DATASET:

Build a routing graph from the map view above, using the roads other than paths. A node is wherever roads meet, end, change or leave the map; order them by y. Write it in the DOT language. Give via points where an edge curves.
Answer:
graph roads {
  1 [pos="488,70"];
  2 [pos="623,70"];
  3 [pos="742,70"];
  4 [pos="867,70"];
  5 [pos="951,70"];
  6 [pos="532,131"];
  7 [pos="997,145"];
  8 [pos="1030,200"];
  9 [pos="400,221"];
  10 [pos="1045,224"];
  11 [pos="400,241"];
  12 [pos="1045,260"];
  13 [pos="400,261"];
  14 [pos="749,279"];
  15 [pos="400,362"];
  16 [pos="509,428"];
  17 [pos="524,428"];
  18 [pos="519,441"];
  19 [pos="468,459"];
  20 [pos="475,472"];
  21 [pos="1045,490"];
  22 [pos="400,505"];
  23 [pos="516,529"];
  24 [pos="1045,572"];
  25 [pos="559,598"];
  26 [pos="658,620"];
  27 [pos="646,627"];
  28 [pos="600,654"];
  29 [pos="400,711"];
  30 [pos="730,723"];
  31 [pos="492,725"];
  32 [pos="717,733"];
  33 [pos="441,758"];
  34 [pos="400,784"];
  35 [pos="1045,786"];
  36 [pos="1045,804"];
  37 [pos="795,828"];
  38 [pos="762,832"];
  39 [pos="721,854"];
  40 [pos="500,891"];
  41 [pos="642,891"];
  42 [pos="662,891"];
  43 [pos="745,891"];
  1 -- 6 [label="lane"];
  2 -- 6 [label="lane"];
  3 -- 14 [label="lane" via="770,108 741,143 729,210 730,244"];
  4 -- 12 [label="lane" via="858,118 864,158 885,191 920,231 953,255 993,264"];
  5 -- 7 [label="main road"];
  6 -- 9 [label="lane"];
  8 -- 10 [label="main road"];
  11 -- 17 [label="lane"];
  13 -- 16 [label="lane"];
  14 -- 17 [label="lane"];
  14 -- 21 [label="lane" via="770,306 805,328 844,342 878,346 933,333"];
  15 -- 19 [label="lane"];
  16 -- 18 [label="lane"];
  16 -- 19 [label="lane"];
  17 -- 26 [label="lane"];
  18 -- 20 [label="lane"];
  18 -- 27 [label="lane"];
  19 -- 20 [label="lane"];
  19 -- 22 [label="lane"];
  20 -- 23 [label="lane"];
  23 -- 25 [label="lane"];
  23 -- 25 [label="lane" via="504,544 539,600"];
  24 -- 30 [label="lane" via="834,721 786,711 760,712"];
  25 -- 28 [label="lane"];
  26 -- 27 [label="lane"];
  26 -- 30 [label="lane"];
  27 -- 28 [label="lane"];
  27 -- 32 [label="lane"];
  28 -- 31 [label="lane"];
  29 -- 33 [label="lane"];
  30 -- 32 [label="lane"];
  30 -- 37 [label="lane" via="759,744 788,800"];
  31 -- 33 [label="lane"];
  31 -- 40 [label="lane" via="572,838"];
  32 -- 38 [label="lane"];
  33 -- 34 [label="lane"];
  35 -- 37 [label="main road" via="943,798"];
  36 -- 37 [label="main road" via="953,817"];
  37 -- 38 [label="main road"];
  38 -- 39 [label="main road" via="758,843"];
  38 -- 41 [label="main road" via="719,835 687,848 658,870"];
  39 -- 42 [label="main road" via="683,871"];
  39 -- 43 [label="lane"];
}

YOUR OBJECTIVE: Nothing but a number should be given: the count of lines above that hold "roads".

THE COMPLETED TASK: 2